Aim of the exercise:
Print the entries in full, word for word, but not the pictures.

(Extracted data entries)
════════
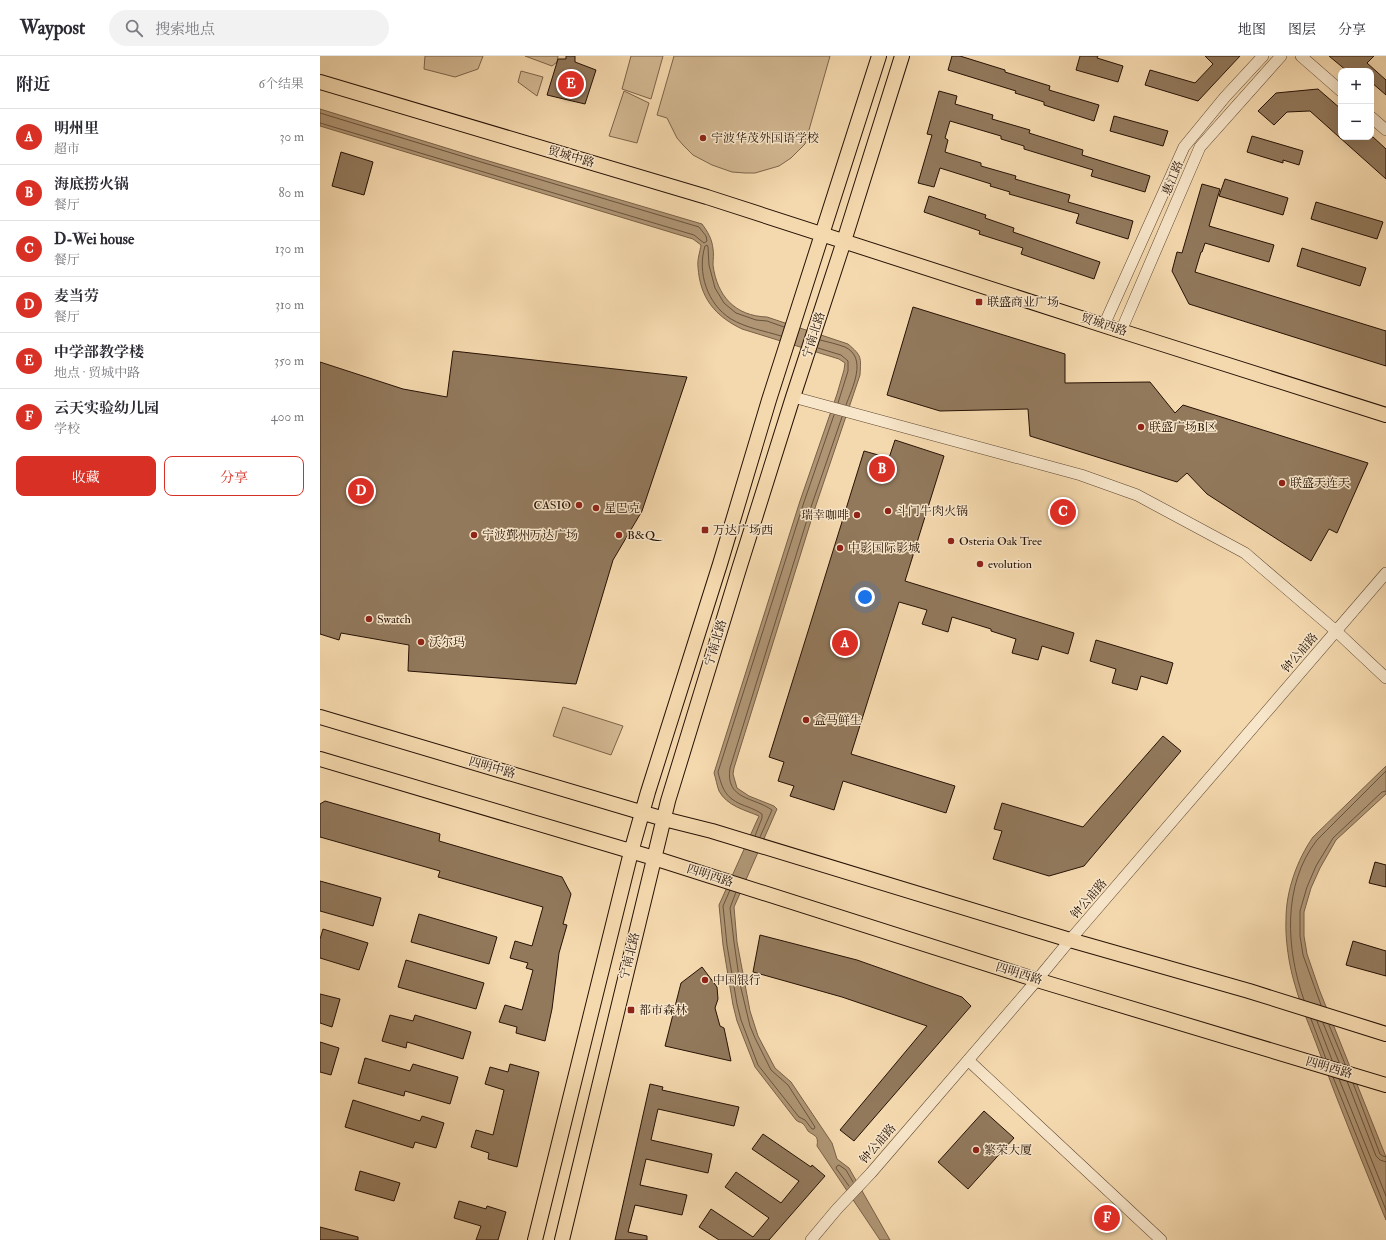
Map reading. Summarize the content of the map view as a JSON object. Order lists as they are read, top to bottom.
{
  "streets": {
    "main road": [
      "贸城中路",
      "贸城西路",
      "宁南北路",
      "四明中路",
      "四明西路"
    ],
    "street": ["惠江路", "钟公庙路"]
  },
  "crossings": [
    ["贸城中路", "贸城西路"],
    ["贸城中路", "宁南北路"],
    ["惠江路", "贸城西路"],
    ["贸城西路", "宁南北路"],
    ["宁南北路", "四明中路"],
    ["宁南北路", "四明西路"],
    ["钟公庙路", "四明西路"]
  ],
  "places": {
    "other": [
      "宁波华茂外国语学校",
      "联盛广场B区",
      "联盛天连天",
      "CASIO",
      "星巴克",
      "斗门牛肉火锅",
      "瑞幸咖啡",
      "宁波鄞州万达广场",
      "B&Q",
      "Osteria Oak Tree",
      "中影国际影城",
      "evolution",
      "Swatch",
      "沃尔玛",
      "盒马鲜生",
      "中国银行",
      "繁荣大厦"
    ],
    "transit": ["联盛商业广场", "万达广场西", "都市森林"]
  },
  "page": {
    "header": "Waypost",
    "search": "搜索地点",
    "nav": ["地图", "图层", "分享"],
    "heading": ["附近", "6个结果"],
    "map_buttons": ["+", "−"],
    "pins": [
      "E",
      "B",
      "D",
      "C",
      "A",
      "F"
    ],
    "list": [
      {
        "mark": "A",
        "name": "明州里",
        "note": "超市",
        "value": "30 m"
      },
      {
        "mark": "B",
        "name": "海底捞火锅",
        "note": "餐厅",
        "value": "80 m"
      },
      {
        "mark": "C",
        "name": "D-Wei house",
        "note": "餐厅",
        "value": "130 m"
      },
      {
        "mark": "D",
        "name": "麦当劳",
        "note": "餐厅",
        "value": "310 m"
      },
      {
        "mark": "E",
        "name": "中学部教学楼",
        "note": "地点 · 贸城中路",
        "value": "350 m"
      },
      {
        "mark": "F",
        "name": "云天实验幼儿园",
        "note": "学校",
        "value": "400 m"
      }
    ],
    "buttons": ["收藏", "分享"]
  }
}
════════
Answer box:
Map reading. Summarize the content of the map view as a JSON object. Order lists as they are read, top to bottom.
{
  "streets": {
    "main road": [
      "贸城中路",
      "贸城西路",
      "宁南北路",
      "四明中路",
      "四明西路"
    ],
    "street": ["惠江路", "钟公庙路"]
  },
  "crossings": [
    ["贸城中路", "贸城西路"],
    ["贸城中路", "宁南北路"],
    ["惠江路", "贸城西路"],
    ["贸城西路", "宁南北路"],
    ["宁南北路", "四明中路"],
    ["宁南北路", "四明西路"],
    ["钟公庙路", "四明西路"]
  ],
  "places": {
    "other": [
      "宁波华茂外国语学校",
      "联盛广场B区",
      "联盛天连天",
      "CASIO",
      "星巴克",
      "斗门牛肉火锅",
      "瑞幸咖啡",
      "宁波鄞州万达广场",
      "B&Q",
      "Osteria Oak Tree",
      "中影国际影城",
      "evolution",
      "Swatch",
      "沃尔玛",
      "盒马鲜生",
      "中国银行",
      "繁荣大厦"
    ],
    "transit": ["联盛商业广场", "万达广场西", "都市森林"]
  },
  "page": {
    "header": "Waypost",
    "search": "搜索地点",
    "nav": ["地图", "图层", "分享"],
    "heading": ["附近", "6个结果"],
    "map_buttons": ["+", "−"],
    "pins": [
      "E",
      "B",
      "D",
      "C",
      "A",
      "F"
    ],
    "list": [
      {
        "mark": "A",
        "name": "明州里",
        "note": "超市",
        "value": "30 m"
      },
      {
        "mark": "B",
        "name": "海底捞火锅",
        "note": "餐厅",
        "value": "80 m"
      },
      {
        "mark": "C",
        "name": "D-Wei house",
        "note": "餐厅",
        "value": "130 m"
      },
      {
        "mark": "D",
        "name": "麦当劳",
        "note": "餐厅",
        "value": "310 m"
      },
      {
        "mark": "E",
        "name": "中学部教学楼",
        "note": "地点 · 贸城中路",
        "value": "350 m"
      },
      {
        "mark": "F",
        "name": "云天实验幼儿园",
        "note": "学校",
        "value": "400 m"
      }
    ],
    "buttons": ["收藏", "分享"]
  }
}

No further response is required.